(Dataset entries)
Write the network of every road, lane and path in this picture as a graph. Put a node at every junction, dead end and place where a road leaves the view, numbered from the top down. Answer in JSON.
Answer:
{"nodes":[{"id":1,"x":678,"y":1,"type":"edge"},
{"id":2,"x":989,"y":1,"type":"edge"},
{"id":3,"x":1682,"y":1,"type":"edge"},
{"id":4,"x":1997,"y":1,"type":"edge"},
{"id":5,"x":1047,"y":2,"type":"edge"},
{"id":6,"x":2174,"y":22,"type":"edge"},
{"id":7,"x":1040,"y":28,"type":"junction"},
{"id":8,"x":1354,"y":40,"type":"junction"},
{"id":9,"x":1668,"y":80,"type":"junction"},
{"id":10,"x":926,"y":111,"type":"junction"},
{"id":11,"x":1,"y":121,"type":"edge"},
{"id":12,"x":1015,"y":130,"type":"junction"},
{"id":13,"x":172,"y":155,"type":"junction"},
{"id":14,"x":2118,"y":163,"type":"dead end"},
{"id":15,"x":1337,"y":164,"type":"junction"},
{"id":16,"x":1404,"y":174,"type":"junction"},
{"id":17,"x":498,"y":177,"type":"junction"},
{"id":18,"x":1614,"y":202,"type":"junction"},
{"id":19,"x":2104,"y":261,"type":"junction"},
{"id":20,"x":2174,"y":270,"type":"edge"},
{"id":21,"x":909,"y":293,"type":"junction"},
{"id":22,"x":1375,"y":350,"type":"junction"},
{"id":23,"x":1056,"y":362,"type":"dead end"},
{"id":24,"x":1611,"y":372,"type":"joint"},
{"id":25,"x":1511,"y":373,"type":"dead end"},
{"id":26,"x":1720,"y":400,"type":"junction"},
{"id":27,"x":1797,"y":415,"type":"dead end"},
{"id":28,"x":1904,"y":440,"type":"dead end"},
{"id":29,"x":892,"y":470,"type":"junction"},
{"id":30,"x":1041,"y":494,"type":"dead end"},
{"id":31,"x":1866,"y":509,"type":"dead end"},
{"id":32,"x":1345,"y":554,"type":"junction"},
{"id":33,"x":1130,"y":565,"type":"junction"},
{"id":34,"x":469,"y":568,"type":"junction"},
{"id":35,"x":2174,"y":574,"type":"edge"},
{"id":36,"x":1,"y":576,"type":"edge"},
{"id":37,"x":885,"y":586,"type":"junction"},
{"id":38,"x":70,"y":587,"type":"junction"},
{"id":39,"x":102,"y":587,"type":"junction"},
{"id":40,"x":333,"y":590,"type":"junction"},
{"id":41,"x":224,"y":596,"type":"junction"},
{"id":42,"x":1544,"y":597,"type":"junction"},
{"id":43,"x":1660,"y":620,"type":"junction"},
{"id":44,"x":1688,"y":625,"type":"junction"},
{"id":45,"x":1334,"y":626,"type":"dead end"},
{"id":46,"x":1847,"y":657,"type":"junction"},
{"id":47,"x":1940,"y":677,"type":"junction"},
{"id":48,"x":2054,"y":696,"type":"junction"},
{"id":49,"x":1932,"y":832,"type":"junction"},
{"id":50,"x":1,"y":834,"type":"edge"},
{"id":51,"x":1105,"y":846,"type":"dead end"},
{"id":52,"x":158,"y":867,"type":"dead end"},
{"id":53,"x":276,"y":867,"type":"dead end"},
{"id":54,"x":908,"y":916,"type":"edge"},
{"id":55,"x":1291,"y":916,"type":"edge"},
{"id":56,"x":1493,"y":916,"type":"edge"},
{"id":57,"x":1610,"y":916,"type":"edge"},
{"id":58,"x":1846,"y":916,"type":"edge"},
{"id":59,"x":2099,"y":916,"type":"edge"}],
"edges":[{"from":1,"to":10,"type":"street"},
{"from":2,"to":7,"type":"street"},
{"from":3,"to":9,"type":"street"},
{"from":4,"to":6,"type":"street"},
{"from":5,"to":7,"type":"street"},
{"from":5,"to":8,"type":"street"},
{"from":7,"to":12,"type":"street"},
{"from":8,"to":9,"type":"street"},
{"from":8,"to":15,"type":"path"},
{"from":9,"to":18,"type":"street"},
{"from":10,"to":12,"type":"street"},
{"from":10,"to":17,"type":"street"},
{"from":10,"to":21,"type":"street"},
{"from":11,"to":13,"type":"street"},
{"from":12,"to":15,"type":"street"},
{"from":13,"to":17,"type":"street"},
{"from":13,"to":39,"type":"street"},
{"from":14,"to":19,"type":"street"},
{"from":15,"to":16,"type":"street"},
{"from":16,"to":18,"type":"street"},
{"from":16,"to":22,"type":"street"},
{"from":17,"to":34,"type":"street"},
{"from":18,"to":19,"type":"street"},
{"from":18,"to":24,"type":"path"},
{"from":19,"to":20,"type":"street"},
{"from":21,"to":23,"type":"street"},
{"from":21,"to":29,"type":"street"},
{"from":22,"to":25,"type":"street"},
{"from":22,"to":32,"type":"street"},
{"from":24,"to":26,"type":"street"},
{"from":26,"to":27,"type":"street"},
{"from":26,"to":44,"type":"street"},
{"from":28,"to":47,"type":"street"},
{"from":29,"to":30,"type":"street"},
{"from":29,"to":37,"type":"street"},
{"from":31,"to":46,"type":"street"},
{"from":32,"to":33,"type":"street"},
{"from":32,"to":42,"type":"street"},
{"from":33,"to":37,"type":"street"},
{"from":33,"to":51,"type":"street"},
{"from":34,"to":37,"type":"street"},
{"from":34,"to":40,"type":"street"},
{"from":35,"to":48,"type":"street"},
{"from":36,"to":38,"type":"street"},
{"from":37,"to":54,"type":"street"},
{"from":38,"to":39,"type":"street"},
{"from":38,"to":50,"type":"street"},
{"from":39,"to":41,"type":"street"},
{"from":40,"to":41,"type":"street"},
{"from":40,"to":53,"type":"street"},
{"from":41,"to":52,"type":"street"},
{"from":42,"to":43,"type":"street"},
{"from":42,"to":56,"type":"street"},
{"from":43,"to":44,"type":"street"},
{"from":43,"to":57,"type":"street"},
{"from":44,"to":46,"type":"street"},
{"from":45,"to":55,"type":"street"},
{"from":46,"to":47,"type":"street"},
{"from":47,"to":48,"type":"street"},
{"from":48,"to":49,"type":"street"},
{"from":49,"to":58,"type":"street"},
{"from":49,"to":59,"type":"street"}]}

* [Required action]: Write out the data again in full. Match it exactly.

* [Task solution]:
Write the network of every road, lane and path in this picture as a graph. Put a node at every junction, dead end and place where a road leaves the view, numbered from the top down. Answer in JSON.
Answer:
{"nodes":[{"id":1,"x":678,"y":1,"type":"edge"},
{"id":2,"x":989,"y":1,"type":"edge"},
{"id":3,"x":1682,"y":1,"type":"edge"},
{"id":4,"x":1997,"y":1,"type":"edge"},
{"id":5,"x":1047,"y":2,"type":"edge"},
{"id":6,"x":2174,"y":22,"type":"edge"},
{"id":7,"x":1040,"y":28,"type":"junction"},
{"id":8,"x":1354,"y":40,"type":"junction"},
{"id":9,"x":1668,"y":80,"type":"junction"},
{"id":10,"x":926,"y":111,"type":"junction"},
{"id":11,"x":1,"y":121,"type":"edge"},
{"id":12,"x":1015,"y":130,"type":"junction"},
{"id":13,"x":172,"y":155,"type":"junction"},
{"id":14,"x":2118,"y":163,"type":"dead end"},
{"id":15,"x":1337,"y":164,"type":"junction"},
{"id":16,"x":1404,"y":174,"type":"junction"},
{"id":17,"x":498,"y":177,"type":"junction"},
{"id":18,"x":1614,"y":202,"type":"junction"},
{"id":19,"x":2104,"y":261,"type":"junction"},
{"id":20,"x":2174,"y":270,"type":"edge"},
{"id":21,"x":909,"y":293,"type":"junction"},
{"id":22,"x":1375,"y":350,"type":"junction"},
{"id":23,"x":1056,"y":362,"type":"dead end"},
{"id":24,"x":1611,"y":372,"type":"joint"},
{"id":25,"x":1511,"y":373,"type":"dead end"},
{"id":26,"x":1720,"y":400,"type":"junction"},
{"id":27,"x":1797,"y":415,"type":"dead end"},
{"id":28,"x":1904,"y":440,"type":"dead end"},
{"id":29,"x":892,"y":470,"type":"junction"},
{"id":30,"x":1041,"y":494,"type":"dead end"},
{"id":31,"x":1866,"y":509,"type":"dead end"},
{"id":32,"x":1345,"y":554,"type":"junction"},
{"id":33,"x":1130,"y":565,"type":"junction"},
{"id":34,"x":469,"y":568,"type":"junction"},
{"id":35,"x":2174,"y":574,"type":"edge"},
{"id":36,"x":1,"y":576,"type":"edge"},
{"id":37,"x":885,"y":586,"type":"junction"},
{"id":38,"x":70,"y":587,"type":"junction"},
{"id":39,"x":102,"y":587,"type":"junction"},
{"id":40,"x":333,"y":590,"type":"junction"},
{"id":41,"x":224,"y":596,"type":"junction"},
{"id":42,"x":1544,"y":597,"type":"junction"},
{"id":43,"x":1660,"y":620,"type":"junction"},
{"id":44,"x":1688,"y":625,"type":"junction"},
{"id":45,"x":1334,"y":626,"type":"dead end"},
{"id":46,"x":1847,"y":657,"type":"junction"},
{"id":47,"x":1940,"y":677,"type":"junction"},
{"id":48,"x":2054,"y":696,"type":"junction"},
{"id":49,"x":1932,"y":832,"type":"junction"},
{"id":50,"x":1,"y":834,"type":"edge"},
{"id":51,"x":1105,"y":846,"type":"dead end"},
{"id":52,"x":158,"y":867,"type":"dead end"},
{"id":53,"x":276,"y":867,"type":"dead end"},
{"id":54,"x":908,"y":916,"type":"edge"},
{"id":55,"x":1291,"y":916,"type":"edge"},
{"id":56,"x":1493,"y":916,"type":"edge"},
{"id":57,"x":1610,"y":916,"type":"edge"},
{"id":58,"x":1846,"y":916,"type":"edge"},
{"id":59,"x":2099,"y":916,"type":"edge"}],
"edges":[{"from":1,"to":10,"type":"street"},
{"from":2,"to":7,"type":"street"},
{"from":3,"to":9,"type":"street"},
{"from":4,"to":6,"type":"street"},
{"from":5,"to":7,"type":"street"},
{"from":5,"to":8,"type":"street"},
{"from":7,"to":12,"type":"street"},
{"from":8,"to":9,"type":"street"},
{"from":8,"to":15,"type":"path"},
{"from":9,"to":18,"type":"street"},
{"from":10,"to":12,"type":"street"},
{"from":10,"to":17,"type":"street"},
{"from":10,"to":21,"type":"street"},
{"from":11,"to":13,"type":"street"},
{"from":12,"to":15,"type":"street"},
{"from":13,"to":17,"type":"street"},
{"from":13,"to":39,"type":"street"},
{"from":14,"to":19,"type":"street"},
{"from":15,"to":16,"type":"street"},
{"from":16,"to":18,"type":"street"},
{"from":16,"to":22,"type":"street"},
{"from":17,"to":34,"type":"street"},
{"from":18,"to":19,"type":"street"},
{"from":18,"to":24,"type":"path"},
{"from":19,"to":20,"type":"street"},
{"from":21,"to":23,"type":"street"},
{"from":21,"to":29,"type":"street"},
{"from":22,"to":25,"type":"street"},
{"from":22,"to":32,"type":"street"},
{"from":24,"to":26,"type":"street"},
{"from":26,"to":27,"type":"street"},
{"from":26,"to":44,"type":"street"},
{"from":28,"to":47,"type":"street"},
{"from":29,"to":30,"type":"street"},
{"from":29,"to":37,"type":"street"},
{"from":31,"to":46,"type":"street"},
{"from":32,"to":33,"type":"street"},
{"from":32,"to":42,"type":"street"},
{"from":33,"to":37,"type":"street"},
{"from":33,"to":51,"type":"street"},
{"from":34,"to":37,"type":"street"},
{"from":34,"to":40,"type":"street"},
{"from":35,"to":48,"type":"street"},
{"from":36,"to":38,"type":"street"},
{"from":37,"to":54,"type":"street"},
{"from":38,"to":39,"type":"street"},
{"from":38,"to":50,"type":"street"},
{"from":39,"to":41,"type":"street"},
{"from":40,"to":41,"type":"street"},
{"from":40,"to":53,"type":"street"},
{"from":41,"to":52,"type":"street"},
{"from":42,"to":43,"type":"street"},
{"from":42,"to":56,"type":"street"},
{"from":43,"to":44,"type":"street"},
{"from":43,"to":57,"type":"street"},
{"from":44,"to":46,"type":"street"},
{"from":45,"to":55,"type":"street"},
{"from":46,"to":47,"type":"street"},
{"from":47,"to":48,"type":"street"},
{"from":48,"to":49,"type":"street"},
{"from":49,"to":58,"type":"street"},
{"from":49,"to":59,"type":"street"}]}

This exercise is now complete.